Approaching Exposure Therapy as a Sequential Decision-making Problem


  • Aral Cimcim University of Vienna



Exposure Therapy (ET) is a variant of cognitive behavioral therapy (CBT) whose theoretical foundations have been widely explored in the domain of psychology to treat anxiety disorders. ET treatment regimens rely on correcting the maladaptive beliefs [1] of patients and adjusting the therapy conditions accordingly. However, the learning-based experimental designs [1] in ET have not yet been studied in detail for improving therapy protocols and remain suboptimal in practice. Theory of Mind (ToM) which refers to the human ability of inferring the intentions and beliefs of others, is a principal constituent of human cognition [2]. An extension of ToM in the machine learning (ML) field has been the involvement of meta learning [2] for multi-agent reinforcement learning (MARL) [3] to discover latent variables in simulation environments. Disruptions in ToM parameters such as the failure of a belief update function result typically in aberrant behavior [1]. ET protocols, therefore, are essentially founded on finding solutions for sequential decision-making problems. RL in the psychology literature has been identified as (i) habituation and (ii) goal-directed learning [3]. The difference between each type is the feedback from the environment with which humans can adapt to update their action-state pairs [3]. In ML, the corresponding behavior is formulated in terms of (i) model-based and (ii) model-free RL algorithms.


Our in silico MARL study is grounded on the premise of model-based and model-free RL algorithms which will be deployed in an RL therapist for adaptive design optimization (ADO). The therapist agent will function as a stand-in for the human therapist in agent-to-agent therapy sessions. The actions of the patient agents will be parameterized on the prediction error (PE) estimation capability of a mathematical model such as the Rescorla-Wagner model (RWM) while the actions of the therapist agent will be investigated with algorithms such as Dyna-Q or DQN [3] for learning control policies.

Expected Results

We hypothesize that an RL therapist agent with ToM capabilities [3] will be able to learn to accurately predict the mental states of patient agents and fine-tune the therapy environment.

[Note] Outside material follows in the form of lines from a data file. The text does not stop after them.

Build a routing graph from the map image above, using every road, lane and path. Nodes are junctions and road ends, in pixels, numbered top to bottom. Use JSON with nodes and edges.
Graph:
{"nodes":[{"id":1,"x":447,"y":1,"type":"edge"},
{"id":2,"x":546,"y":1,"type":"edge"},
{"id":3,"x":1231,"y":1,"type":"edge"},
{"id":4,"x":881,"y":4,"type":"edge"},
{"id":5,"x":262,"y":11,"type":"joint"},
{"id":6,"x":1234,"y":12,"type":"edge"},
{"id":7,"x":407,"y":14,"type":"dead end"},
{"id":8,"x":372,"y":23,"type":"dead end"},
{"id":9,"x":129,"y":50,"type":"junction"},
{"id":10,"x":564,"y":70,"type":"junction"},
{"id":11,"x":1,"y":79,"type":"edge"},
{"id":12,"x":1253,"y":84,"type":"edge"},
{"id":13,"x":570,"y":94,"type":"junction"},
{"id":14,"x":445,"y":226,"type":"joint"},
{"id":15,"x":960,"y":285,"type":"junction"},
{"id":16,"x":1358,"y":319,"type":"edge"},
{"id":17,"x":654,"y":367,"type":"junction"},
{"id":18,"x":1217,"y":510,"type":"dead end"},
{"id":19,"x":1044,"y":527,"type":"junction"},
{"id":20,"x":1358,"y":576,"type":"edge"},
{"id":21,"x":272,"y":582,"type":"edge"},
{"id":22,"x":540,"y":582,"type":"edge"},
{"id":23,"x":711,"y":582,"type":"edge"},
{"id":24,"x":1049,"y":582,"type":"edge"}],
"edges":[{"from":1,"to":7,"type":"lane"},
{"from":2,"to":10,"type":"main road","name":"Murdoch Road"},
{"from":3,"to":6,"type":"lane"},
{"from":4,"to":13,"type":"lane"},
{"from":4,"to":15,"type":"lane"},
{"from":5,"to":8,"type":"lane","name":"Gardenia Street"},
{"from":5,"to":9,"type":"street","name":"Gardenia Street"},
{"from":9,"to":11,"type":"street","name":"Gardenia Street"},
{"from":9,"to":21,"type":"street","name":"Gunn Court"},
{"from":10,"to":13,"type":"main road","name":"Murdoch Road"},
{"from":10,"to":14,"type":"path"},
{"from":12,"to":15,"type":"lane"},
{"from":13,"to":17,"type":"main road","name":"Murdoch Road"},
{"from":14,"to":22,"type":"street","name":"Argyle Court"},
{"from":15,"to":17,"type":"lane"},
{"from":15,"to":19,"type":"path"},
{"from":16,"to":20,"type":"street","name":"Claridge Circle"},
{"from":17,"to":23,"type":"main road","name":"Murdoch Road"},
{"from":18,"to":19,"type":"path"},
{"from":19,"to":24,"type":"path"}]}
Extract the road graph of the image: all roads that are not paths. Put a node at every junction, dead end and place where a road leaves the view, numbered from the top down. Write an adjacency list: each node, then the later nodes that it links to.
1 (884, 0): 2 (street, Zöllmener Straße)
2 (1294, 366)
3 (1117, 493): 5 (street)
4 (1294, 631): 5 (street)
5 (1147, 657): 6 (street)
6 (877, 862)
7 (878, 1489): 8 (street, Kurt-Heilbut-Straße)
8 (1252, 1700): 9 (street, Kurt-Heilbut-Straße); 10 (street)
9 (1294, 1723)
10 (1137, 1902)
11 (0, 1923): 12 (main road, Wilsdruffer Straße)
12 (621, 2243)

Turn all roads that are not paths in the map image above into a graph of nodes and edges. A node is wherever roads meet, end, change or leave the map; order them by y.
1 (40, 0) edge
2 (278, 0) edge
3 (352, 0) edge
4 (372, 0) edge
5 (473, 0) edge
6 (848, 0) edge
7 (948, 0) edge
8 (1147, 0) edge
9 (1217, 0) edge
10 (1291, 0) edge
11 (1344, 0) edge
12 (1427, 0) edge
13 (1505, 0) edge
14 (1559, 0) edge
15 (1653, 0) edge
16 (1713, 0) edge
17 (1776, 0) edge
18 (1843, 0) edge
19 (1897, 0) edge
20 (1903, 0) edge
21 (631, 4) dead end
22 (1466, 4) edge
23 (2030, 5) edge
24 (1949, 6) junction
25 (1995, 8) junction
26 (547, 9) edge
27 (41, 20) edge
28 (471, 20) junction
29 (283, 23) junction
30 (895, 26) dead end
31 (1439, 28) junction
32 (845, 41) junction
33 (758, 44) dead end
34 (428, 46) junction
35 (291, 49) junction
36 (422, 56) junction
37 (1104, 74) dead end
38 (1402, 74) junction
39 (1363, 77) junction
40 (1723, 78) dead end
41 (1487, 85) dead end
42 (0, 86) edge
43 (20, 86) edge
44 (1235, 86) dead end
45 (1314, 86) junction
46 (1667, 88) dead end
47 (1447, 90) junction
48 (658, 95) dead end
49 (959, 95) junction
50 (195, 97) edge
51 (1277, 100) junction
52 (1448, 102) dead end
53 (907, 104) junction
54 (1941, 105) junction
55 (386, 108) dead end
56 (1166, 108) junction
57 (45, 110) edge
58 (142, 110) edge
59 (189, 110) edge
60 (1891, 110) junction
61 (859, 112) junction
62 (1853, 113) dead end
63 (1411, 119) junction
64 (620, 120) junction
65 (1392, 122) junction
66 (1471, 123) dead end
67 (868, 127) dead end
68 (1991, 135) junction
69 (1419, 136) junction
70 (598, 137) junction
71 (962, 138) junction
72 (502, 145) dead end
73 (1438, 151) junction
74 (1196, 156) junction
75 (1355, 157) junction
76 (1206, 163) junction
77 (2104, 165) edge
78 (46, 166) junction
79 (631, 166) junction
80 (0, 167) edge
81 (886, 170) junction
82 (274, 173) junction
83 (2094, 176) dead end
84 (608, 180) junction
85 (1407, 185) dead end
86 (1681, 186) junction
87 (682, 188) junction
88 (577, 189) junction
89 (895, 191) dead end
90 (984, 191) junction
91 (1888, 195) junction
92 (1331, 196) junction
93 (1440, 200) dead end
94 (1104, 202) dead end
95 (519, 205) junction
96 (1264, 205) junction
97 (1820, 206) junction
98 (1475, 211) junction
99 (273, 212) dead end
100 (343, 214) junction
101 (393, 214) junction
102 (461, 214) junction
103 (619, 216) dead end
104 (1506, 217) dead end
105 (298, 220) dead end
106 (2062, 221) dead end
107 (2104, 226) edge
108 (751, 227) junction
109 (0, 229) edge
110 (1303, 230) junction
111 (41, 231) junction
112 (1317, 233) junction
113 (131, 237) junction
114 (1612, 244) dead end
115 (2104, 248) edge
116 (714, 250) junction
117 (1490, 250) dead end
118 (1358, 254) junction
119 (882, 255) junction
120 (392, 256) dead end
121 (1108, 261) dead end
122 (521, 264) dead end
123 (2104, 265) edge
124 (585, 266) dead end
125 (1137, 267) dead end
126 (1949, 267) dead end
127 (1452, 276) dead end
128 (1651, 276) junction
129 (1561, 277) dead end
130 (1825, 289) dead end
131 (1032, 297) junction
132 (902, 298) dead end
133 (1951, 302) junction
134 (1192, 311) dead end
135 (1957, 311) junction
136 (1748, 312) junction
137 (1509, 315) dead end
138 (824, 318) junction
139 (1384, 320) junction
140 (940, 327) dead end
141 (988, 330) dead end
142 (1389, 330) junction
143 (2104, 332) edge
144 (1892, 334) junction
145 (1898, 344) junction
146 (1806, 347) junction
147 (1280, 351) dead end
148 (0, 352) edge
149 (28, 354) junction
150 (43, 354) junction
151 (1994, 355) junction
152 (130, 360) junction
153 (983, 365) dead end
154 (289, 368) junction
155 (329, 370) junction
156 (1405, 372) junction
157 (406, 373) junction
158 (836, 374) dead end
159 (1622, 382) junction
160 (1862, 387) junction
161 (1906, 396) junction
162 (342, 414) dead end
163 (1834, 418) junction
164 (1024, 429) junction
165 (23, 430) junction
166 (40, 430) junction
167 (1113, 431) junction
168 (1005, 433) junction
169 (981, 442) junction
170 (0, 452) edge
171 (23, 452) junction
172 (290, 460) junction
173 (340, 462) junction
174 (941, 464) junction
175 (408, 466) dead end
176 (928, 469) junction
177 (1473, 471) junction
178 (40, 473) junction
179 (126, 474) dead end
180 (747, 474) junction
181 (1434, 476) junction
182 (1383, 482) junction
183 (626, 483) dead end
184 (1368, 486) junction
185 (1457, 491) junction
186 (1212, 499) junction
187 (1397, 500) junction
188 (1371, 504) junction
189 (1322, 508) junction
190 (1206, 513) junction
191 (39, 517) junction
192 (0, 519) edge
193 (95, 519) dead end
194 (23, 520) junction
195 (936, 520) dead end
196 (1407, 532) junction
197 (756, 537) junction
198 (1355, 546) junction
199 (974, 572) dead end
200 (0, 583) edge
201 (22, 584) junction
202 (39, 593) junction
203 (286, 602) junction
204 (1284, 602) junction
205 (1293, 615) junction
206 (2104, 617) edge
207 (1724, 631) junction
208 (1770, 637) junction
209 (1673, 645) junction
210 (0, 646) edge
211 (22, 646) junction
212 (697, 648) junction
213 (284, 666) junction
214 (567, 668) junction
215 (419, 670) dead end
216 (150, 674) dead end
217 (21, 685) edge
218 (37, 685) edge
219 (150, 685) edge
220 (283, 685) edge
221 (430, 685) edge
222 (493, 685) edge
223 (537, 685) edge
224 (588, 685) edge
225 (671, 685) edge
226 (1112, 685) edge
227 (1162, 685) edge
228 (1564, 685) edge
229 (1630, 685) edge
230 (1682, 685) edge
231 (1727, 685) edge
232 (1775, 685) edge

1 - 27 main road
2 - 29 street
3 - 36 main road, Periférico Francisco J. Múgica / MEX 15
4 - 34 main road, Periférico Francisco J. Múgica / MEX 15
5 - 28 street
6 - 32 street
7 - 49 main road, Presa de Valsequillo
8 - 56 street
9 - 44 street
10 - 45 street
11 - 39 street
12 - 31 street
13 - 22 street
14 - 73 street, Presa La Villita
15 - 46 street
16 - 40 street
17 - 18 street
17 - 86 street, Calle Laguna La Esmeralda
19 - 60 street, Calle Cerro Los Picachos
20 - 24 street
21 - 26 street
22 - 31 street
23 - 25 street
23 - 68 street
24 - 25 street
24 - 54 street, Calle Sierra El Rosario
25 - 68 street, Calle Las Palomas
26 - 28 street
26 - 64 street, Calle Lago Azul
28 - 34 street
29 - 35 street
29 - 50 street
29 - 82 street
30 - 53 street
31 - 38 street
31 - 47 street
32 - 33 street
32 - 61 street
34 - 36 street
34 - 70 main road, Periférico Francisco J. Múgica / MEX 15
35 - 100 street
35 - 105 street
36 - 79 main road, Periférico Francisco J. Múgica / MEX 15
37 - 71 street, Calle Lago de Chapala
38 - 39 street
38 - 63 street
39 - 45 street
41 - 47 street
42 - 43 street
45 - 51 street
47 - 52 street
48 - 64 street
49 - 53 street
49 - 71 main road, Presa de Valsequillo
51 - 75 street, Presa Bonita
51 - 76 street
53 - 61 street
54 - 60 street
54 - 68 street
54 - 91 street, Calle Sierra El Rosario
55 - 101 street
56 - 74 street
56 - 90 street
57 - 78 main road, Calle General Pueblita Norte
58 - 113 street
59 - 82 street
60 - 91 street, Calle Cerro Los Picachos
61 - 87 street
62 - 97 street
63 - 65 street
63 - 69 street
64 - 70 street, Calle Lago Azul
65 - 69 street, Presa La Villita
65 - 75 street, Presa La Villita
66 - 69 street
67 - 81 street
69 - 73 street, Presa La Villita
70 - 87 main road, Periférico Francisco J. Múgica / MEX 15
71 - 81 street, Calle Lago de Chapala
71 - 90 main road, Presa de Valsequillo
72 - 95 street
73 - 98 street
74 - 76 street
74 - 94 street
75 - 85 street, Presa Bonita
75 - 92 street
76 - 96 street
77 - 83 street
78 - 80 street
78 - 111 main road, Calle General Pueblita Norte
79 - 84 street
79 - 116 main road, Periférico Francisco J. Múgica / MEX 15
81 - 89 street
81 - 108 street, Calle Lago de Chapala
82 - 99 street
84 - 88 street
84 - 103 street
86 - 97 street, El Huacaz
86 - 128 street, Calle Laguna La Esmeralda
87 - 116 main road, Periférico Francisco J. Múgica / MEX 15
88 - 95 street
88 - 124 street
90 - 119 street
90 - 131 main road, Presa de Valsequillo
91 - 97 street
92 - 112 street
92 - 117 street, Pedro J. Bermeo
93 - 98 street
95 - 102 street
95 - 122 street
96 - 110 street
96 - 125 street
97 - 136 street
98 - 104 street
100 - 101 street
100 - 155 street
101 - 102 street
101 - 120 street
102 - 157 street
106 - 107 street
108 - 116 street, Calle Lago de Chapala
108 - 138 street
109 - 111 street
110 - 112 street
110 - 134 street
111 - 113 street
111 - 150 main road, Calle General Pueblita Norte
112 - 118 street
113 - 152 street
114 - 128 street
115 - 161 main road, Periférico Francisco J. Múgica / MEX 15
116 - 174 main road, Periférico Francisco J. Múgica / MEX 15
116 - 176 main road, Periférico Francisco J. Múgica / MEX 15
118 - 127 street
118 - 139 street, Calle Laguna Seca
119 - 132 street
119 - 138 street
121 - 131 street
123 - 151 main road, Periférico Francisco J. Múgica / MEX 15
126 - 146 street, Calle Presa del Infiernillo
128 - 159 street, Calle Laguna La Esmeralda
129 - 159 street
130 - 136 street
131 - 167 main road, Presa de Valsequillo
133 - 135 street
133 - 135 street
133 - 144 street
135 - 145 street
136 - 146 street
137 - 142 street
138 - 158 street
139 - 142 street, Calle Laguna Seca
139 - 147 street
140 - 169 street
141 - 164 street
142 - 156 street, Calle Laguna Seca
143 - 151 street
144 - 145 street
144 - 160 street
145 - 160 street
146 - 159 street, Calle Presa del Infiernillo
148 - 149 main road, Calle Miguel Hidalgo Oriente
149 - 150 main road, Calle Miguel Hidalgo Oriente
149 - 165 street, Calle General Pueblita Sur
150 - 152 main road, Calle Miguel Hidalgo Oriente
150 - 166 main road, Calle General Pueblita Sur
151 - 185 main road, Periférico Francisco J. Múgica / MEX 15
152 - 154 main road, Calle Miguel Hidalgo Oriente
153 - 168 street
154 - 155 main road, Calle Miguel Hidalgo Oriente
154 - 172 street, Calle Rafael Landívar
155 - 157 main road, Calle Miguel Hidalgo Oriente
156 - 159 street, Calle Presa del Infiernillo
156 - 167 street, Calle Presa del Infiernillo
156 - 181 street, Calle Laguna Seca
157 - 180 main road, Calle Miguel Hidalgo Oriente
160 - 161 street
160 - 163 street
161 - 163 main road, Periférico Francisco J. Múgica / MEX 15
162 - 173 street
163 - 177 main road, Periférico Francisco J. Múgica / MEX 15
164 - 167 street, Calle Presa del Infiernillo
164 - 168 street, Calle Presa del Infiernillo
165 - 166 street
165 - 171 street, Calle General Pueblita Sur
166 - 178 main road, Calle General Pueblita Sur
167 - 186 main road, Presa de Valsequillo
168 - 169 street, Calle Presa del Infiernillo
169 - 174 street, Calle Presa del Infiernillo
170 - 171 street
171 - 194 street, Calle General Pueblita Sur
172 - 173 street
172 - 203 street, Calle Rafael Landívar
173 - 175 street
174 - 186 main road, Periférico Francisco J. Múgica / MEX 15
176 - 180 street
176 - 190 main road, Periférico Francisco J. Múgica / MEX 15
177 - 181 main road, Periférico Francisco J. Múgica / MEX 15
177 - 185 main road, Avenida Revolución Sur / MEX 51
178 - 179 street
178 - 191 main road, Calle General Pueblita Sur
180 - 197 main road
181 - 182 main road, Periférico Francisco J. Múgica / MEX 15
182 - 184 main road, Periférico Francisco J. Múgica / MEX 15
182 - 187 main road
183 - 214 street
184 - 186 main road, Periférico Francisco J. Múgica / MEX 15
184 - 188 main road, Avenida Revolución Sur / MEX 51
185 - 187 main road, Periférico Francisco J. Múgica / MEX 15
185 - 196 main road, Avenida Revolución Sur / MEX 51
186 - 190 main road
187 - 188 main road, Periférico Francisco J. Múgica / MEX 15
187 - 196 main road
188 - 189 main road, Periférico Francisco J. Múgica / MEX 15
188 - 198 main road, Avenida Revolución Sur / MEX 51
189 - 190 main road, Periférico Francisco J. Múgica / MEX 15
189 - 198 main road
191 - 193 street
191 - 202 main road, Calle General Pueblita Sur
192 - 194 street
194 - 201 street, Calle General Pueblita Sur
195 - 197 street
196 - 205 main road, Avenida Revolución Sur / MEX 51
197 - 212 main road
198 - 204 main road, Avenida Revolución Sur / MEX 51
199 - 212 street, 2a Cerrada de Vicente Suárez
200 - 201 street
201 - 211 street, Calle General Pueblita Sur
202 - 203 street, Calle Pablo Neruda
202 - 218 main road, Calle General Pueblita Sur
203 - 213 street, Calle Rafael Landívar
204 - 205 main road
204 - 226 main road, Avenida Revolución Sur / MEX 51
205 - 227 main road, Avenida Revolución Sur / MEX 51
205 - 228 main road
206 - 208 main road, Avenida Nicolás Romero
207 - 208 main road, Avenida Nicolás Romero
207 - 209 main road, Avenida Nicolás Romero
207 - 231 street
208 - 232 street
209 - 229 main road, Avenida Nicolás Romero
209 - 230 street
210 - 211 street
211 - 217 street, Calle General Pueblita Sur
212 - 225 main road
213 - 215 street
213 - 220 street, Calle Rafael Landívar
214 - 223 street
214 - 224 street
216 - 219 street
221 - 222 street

The results of the previously mentioned ML methods are expected to demonstrate viable insights to optimize ET and allocate quantifiable intervention components for affected populations.


[1] M. Moutoussis, N. Shahar, T. U. Hauser, and R. J. Dolan, “Computation in Psychotherapy, or How Computational Psychiatry Can Aid Learning-Based Psychological Therapies,” vol. 2, no. 0, Art. no. 0, Feb. 2018.

[2] N. C. Rabinowitz, F. Perbet, H. F. Song, C. Zhang, S. M. A. Eslami, and M. Botvinick, “Machine Theory of Mind.” arXiv, Mar. 12, 2018.

[3] R. S. Sutton and A. G. Barto, Reinforcement Learning: An Introduction. Cambridge, MA, USA: MIT Press, 2018.